● Directions:
The entries below must be retyped in full. Keep every word the same.

● Record set:
[Start of section]
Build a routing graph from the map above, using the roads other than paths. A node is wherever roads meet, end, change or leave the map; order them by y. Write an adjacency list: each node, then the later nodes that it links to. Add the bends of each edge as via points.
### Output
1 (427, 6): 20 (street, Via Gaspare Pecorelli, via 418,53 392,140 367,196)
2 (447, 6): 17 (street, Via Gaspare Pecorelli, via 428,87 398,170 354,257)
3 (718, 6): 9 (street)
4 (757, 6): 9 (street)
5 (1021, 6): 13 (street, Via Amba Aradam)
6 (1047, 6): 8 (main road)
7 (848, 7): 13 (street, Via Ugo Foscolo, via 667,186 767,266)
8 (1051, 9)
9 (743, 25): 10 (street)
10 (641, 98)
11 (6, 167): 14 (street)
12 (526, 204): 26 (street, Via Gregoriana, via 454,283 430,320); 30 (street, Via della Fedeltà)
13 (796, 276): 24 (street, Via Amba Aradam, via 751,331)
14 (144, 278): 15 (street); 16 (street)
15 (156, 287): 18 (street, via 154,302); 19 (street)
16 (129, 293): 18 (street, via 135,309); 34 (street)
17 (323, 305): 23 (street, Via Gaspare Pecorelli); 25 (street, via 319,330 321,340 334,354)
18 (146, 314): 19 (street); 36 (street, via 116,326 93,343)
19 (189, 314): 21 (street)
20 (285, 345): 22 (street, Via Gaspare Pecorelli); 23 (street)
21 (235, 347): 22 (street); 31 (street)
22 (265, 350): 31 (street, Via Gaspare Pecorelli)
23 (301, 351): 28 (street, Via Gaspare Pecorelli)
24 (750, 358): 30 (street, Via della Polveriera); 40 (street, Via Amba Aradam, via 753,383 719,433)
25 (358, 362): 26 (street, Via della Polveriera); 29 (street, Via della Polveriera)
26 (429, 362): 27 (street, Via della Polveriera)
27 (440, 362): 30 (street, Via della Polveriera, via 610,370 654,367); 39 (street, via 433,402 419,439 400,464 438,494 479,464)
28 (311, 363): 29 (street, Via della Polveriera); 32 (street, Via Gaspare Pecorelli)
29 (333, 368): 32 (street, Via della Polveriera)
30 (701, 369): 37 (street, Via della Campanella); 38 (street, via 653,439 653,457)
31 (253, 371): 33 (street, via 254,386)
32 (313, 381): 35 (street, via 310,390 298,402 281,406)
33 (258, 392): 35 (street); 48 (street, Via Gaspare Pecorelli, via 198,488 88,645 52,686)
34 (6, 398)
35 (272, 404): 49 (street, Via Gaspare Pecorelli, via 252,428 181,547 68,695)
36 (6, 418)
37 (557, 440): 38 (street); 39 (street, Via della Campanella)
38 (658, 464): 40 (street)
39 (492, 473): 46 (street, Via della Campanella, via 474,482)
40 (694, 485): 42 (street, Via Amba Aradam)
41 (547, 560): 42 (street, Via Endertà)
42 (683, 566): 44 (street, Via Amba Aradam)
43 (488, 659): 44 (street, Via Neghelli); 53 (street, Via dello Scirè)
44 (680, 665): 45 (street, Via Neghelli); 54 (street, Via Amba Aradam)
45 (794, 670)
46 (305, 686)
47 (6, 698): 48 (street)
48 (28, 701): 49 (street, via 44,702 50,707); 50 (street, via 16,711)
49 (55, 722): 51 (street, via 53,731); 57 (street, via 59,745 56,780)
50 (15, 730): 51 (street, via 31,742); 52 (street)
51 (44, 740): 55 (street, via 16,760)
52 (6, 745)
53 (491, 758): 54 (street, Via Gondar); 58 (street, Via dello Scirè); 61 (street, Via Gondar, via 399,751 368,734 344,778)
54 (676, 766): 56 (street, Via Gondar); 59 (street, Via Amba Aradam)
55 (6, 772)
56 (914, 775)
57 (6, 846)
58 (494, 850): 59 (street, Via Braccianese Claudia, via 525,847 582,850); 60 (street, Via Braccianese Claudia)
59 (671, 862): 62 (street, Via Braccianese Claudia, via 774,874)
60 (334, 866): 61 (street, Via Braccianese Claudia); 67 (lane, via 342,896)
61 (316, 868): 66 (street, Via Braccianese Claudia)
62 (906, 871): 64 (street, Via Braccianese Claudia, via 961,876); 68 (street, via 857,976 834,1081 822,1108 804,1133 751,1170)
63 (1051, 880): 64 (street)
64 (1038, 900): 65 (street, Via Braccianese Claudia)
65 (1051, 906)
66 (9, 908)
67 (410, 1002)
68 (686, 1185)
[End of section]
● Response to the task:
Build a routing graph from the map above, using the roads other than paths. A node is wherever roads meet, end, change or leave the map; order them by y. Write an adjacency list: each node, then the later nodes that it links to. Add the bends of each edge as via points.
### Output
1 (427, 6): 20 (street, Via Gaspare Pecorelli, via 418,53 392,140 367,196)
2 (447, 6): 17 (street, Via Gaspare Pecorelli, via 428,87 398,170 354,257)
3 (718, 6): 9 (street)
4 (757, 6): 9 (street)
5 (1021, 6): 13 (street, Via Amba Aradam)
6 (1047, 6): 8 (main road)
7 (848, 7): 13 (street, Via Ugo Foscolo, via 667,186 767,266)
8 (1051, 9)
9 (743, 25): 10 (street)
10 (641, 98)
11 (6, 167): 14 (street)
12 (526, 204): 26 (street, Via Gregoriana, via 454,283 430,320); 30 (street, Via della Fedeltà)
13 (796, 276): 24 (street, Via Amba Aradam, via 751,331)
14 (144, 278): 15 (street); 16 (street)
15 (156, 287): 18 (street, via 154,302); 19 (street)
16 (129, 293): 18 (street, via 135,309); 34 (street)
17 (323, 305): 23 (street, Via Gaspare Pecorelli); 25 (street, via 319,330 321,340 334,354)
18 (146, 314): 19 (street); 36 (street, via 116,326 93,343)
19 (189, 314): 21 (street)
20 (285, 345): 22 (street, Via Gaspare Pecorelli); 23 (street)
21 (235, 347): 22 (street); 31 (street)
22 (265, 350): 31 (street, Via Gaspare Pecorelli)
23 (301, 351): 28 (street, Via Gaspare Pecorelli)
24 (750, 358): 30 (street, Via della Polveriera); 40 (street, Via Amba Aradam, via 753,383 719,433)
25 (358, 362): 26 (street, Via della Polveriera); 29 (street, Via della Polveriera)
26 (429, 362): 27 (street, Via della Polveriera)
27 (440, 362): 30 (street, Via della Polveriera, via 610,370 654,367); 39 (street, via 433,402 419,439 400,464 438,494 479,464)
28 (311, 363): 29 (street, Via della Polveriera); 32 (street, Via Gaspare Pecorelli)
29 (333, 368): 32 (street, Via della Polveriera)
30 (701, 369): 37 (street, Via della Campanella); 38 (street, via 653,439 653,457)
31 (253, 371): 33 (street, via 254,386)
32 (313, 381): 35 (street, via 310,390 298,402 281,406)
33 (258, 392): 35 (street); 48 (street, Via Gaspare Pecorelli, via 198,488 88,645 52,686)
34 (6, 398)
35 (272, 404): 49 (street, Via Gaspare Pecorelli, via 252,428 181,547 68,695)
36 (6, 418)
37 (557, 440): 38 (street); 39 (street, Via della Campanella)
38 (658, 464): 40 (street)
39 (492, 473): 46 (street, Via della Campanella, via 474,482)
40 (694, 485): 42 (street, Via Amba Aradam)
41 (547, 560): 42 (street, Via Endertà)
42 (683, 566): 44 (street, Via Amba Aradam)
43 (488, 659): 44 (street, Via Neghelli); 53 (street, Via dello Scirè)
44 (680, 665): 45 (street, Via Neghelli); 54 (street, Via Amba Aradam)
45 (794, 670)
46 (305, 686)
47 (6, 698): 48 (street)
48 (28, 701): 49 (street, via 44,702 50,707); 50 (street, via 16,711)
49 (55, 722): 51 (street, via 53,731); 57 (street, via 59,745 56,780)
50 (15, 730): 51 (street, via 31,742); 52 (street)
51 (44, 740): 55 (street, via 16,760)
52 (6, 745)
53 (491, 758): 54 (street, Via Gondar); 58 (street, Via dello Scirè); 61 (street, Via Gondar, via 399,751 368,734 344,778)
54 (676, 766): 56 (street, Via Gondar); 59 (street, Via Amba Aradam)
55 (6, 772)
56 (914, 775)
57 (6, 846)
58 (494, 850): 59 (street, Via Braccianese Claudia, via 525,847 582,850); 60 (street, Via Braccianese Claudia)
59 (671, 862): 62 (street, Via Braccianese Claudia, via 774,874)
60 (334, 866): 61 (street, Via Braccianese Claudia); 67 (lane, via 342,896)
61 (316, 868): 66 (street, Via Braccianese Claudia)
62 (906, 871): 64 (street, Via Braccianese Claudia, via 961,876); 68 (street, via 857,976 834,1081 822,1108 804,1133 751,1170)
63 (1051, 880): 64 (street)
64 (1038, 900): 65 (street, Via Braccianese Claudia)
65 (1051, 906)
66 (9, 908)
67 (410, 1002)
68 (686, 1185)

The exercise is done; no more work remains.